Our specialist teams have been supporting trade union members and their families who have had an accident or have suffered injustice at work for almost a century.

Not only do our solicitors work closely with union members to make a claim, they also support the trade union movement in fighting to improve workers’ rights and campaign for justice and equality outside of work too.

As part of our Standing with Unions campaign, Harriet Mearns-Thomas, a litigation executive from Thompsons Solicitors’ Cardiff office, gives us an insight into how she supports union members and reminds us of the value and significance that trade unions have had and continue to have today.

“Waking up on a Monday morning after a week off work, you don’t automatically think of saying a little thank you for the tireless campaigns that the unions fought in the last century to guarantee workers a right to paid annual leave. But, if I was a little more awake when my alarm went off at 4.45am this morning, I should have done so because without them I wouldn’t have had paid time off or for that matter weekends either. Of course, time off doesn’t mean your work stops and when I got into the office and saw the work that had mounted up while I was on annual leave, I was a little doubtful about how much I could get done before heading to my first union event later that week.

“After a couple of busy hours in the office, I arrived in Newport at 8am to see a friendly union colleague waiting in the car park to drive us to our first destination – Nevil Hall Hospital in South Wales.

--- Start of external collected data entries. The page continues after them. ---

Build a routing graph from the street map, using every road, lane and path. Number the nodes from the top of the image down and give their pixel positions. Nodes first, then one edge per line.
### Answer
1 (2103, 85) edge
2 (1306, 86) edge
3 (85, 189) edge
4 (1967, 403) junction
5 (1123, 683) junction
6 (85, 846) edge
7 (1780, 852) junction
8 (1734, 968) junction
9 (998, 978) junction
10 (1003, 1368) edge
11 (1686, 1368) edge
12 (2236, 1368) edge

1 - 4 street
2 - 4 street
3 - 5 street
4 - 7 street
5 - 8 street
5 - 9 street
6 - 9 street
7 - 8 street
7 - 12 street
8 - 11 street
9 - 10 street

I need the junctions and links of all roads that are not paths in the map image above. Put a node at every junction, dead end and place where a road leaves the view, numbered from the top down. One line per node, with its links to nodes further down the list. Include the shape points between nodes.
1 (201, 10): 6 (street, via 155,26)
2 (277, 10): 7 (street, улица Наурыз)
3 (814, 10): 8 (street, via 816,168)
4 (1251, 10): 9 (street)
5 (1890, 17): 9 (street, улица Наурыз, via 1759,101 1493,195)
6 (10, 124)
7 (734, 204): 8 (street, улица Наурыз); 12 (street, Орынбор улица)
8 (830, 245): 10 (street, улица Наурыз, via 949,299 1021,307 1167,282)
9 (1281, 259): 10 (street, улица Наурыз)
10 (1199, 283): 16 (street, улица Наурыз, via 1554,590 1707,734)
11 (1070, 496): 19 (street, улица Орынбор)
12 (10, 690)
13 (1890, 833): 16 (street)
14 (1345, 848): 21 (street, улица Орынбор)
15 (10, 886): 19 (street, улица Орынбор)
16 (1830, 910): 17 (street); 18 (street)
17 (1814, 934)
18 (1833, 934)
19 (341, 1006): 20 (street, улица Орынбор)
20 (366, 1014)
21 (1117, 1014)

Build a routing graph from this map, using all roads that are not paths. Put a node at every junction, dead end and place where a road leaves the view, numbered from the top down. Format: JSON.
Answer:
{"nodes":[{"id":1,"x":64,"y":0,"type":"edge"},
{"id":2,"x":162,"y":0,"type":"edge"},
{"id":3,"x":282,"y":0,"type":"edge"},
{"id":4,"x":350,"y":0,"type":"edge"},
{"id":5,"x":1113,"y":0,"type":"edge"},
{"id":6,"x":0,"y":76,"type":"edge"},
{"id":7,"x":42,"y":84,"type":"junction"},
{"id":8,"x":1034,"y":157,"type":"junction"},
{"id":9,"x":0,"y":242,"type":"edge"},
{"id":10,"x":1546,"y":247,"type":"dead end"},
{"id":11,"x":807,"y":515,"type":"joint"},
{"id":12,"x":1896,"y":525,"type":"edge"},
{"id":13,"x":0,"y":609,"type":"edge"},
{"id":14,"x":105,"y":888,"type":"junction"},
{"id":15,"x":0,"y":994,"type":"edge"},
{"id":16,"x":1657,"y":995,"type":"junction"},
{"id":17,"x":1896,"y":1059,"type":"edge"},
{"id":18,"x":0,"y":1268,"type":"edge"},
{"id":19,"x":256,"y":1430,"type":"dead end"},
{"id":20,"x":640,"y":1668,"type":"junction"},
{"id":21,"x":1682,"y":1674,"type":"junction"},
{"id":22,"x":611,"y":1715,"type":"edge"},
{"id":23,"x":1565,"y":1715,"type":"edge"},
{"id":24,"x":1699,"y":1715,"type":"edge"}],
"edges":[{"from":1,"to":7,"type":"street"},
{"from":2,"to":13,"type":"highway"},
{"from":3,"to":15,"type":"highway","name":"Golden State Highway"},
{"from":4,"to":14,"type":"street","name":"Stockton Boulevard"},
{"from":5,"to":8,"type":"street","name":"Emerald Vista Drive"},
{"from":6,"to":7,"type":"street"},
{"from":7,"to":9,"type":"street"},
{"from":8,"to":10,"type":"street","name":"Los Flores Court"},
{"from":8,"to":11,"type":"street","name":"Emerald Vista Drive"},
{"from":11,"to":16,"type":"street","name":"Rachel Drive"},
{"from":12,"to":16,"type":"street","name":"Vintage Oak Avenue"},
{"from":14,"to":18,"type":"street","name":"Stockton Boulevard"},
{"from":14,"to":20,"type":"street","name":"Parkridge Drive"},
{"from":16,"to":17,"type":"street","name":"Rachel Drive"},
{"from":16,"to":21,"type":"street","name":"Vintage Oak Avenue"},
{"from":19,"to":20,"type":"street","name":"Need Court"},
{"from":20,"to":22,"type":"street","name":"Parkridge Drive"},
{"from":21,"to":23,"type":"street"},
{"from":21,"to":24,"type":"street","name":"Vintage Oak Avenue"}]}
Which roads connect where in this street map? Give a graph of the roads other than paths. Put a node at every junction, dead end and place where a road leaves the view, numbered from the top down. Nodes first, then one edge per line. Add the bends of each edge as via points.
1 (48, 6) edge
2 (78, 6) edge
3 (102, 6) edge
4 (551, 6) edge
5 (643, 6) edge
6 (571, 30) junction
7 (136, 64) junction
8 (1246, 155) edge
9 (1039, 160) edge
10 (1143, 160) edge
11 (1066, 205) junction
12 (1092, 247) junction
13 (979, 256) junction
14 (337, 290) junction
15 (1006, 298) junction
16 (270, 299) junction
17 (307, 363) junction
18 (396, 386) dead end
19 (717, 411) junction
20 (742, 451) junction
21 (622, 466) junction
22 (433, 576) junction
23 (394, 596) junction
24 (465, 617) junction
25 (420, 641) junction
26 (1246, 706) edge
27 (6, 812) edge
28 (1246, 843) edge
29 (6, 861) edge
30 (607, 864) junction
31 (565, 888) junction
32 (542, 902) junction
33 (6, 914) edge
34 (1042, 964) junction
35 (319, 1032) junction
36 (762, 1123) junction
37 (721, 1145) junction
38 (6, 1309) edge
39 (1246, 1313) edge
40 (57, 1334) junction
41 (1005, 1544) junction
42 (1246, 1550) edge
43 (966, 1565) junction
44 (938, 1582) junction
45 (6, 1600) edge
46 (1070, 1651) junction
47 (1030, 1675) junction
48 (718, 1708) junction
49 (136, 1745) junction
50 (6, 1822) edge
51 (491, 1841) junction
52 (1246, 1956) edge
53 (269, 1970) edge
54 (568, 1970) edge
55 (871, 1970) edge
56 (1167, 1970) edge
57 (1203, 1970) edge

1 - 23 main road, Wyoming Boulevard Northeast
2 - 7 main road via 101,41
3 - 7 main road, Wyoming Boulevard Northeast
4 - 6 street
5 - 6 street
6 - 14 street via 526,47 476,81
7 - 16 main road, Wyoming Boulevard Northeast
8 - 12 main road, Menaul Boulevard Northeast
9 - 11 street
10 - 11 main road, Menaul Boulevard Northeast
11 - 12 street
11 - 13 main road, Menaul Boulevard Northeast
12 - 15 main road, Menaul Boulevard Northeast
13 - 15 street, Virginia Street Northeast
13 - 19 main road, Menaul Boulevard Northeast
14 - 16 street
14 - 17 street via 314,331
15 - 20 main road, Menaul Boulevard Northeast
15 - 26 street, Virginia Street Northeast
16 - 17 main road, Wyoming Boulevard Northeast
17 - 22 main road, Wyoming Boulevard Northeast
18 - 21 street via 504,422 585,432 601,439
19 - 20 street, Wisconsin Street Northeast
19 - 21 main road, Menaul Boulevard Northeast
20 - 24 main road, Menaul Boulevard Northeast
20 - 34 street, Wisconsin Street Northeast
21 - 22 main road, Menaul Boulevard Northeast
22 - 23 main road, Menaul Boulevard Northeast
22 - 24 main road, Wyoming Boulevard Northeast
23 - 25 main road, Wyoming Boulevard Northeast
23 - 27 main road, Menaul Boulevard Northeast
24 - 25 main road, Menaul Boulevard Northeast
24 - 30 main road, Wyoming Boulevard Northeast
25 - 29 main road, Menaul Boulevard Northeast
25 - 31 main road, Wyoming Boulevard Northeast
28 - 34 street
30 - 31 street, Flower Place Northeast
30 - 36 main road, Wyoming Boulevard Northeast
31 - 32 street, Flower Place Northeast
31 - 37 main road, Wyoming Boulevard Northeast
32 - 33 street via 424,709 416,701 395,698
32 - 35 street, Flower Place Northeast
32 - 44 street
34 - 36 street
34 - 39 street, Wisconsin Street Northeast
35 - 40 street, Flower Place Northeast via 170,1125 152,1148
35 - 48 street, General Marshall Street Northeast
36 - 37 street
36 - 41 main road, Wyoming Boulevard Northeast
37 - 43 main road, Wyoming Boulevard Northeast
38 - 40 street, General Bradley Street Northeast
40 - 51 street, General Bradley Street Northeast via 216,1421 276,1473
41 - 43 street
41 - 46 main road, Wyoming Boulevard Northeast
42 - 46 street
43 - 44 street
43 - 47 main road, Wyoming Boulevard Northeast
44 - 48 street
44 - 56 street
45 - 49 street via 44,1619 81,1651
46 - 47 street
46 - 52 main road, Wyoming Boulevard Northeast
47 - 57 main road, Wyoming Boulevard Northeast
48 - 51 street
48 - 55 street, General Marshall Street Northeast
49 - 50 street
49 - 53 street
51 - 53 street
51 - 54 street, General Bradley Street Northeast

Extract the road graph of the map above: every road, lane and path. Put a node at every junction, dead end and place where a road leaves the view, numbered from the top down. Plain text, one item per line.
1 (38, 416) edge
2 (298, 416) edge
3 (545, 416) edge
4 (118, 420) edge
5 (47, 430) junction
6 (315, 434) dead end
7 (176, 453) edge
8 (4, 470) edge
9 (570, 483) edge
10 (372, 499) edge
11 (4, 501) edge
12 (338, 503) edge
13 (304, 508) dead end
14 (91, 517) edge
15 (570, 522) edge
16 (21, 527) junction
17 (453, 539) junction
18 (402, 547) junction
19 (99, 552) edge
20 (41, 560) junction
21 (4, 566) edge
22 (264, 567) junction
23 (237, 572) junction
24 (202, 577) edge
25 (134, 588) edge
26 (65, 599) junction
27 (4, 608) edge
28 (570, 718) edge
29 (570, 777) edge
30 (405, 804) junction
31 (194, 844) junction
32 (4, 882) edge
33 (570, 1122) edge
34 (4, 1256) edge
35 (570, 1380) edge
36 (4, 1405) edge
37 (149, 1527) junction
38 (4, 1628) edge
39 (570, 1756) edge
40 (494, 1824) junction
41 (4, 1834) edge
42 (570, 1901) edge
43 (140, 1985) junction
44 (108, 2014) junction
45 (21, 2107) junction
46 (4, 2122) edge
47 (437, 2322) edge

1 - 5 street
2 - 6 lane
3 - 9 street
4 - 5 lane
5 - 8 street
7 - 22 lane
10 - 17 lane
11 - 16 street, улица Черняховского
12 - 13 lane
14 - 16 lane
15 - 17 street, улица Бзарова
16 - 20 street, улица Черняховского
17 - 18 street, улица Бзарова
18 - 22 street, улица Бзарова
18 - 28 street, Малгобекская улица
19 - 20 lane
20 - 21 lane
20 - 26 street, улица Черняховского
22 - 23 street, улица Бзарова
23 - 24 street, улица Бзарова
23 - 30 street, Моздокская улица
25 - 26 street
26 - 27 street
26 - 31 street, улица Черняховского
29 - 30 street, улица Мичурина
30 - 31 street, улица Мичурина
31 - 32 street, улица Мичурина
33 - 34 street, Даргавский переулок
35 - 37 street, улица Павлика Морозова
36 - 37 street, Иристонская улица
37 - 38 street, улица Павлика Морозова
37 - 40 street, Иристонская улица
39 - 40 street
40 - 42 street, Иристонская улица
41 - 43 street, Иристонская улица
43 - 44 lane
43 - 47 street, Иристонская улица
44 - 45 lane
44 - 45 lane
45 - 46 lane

“Over the last seven years or so, I have done a great deal of work for the UNISON Aneurin Bevan Local Health Board branch. I have been lucky to be able to build great relationships with the stewards and the branch secretary who all work above and beyond their hours to help staff and union members. It may be a cliché, but I never get bored of meeting new faces and listening to them talk with such humility about the support they have given to members who have faced struggles in work which has clearly made a real difference to those people’s lives. On this visit I also got a chance to catch up with union members about the branch’s free trip to the seaside during the summer which included transport and tickets for friends and family, it sounded like a great day out and they were already planning the next event in early December.

“I meet hospital staff on my visit and speak to them about the legal areas we specialise in and work with UNISON to offer not only to them but in many cases to their families too – things like free employment rights representation, a wills service and free advice on personal injury claims in and out of work with no deductions from damages at the end of a case – and I leave having helped recruit some new members.

“As I head back to the office, I start planning the next few days and thinking about upcoming events. Over the next week, I will be working with UNISON again to hold an event at the Royal Gwent Hospital as well as joining a talk at a ‘prosecco and pizza’ evening Unite is holding on the mental health crisis affecting workers who are under so much pressure in their daily working lives. I start thinking about October and the evening ward walks I will be doing across the hospitals with my UNISON comrades, the talks I will be delivering for other branches (including UNISON, PCS and the RMT) and the weekend union conferences I will be attending. And this is when I finally think to thank those who all those years ago stood shoulder to shoulder against all the odds to make sure that we do have 28 days of paid annual leave each year (far higher than our fellow workers in the USA and many others across the world).”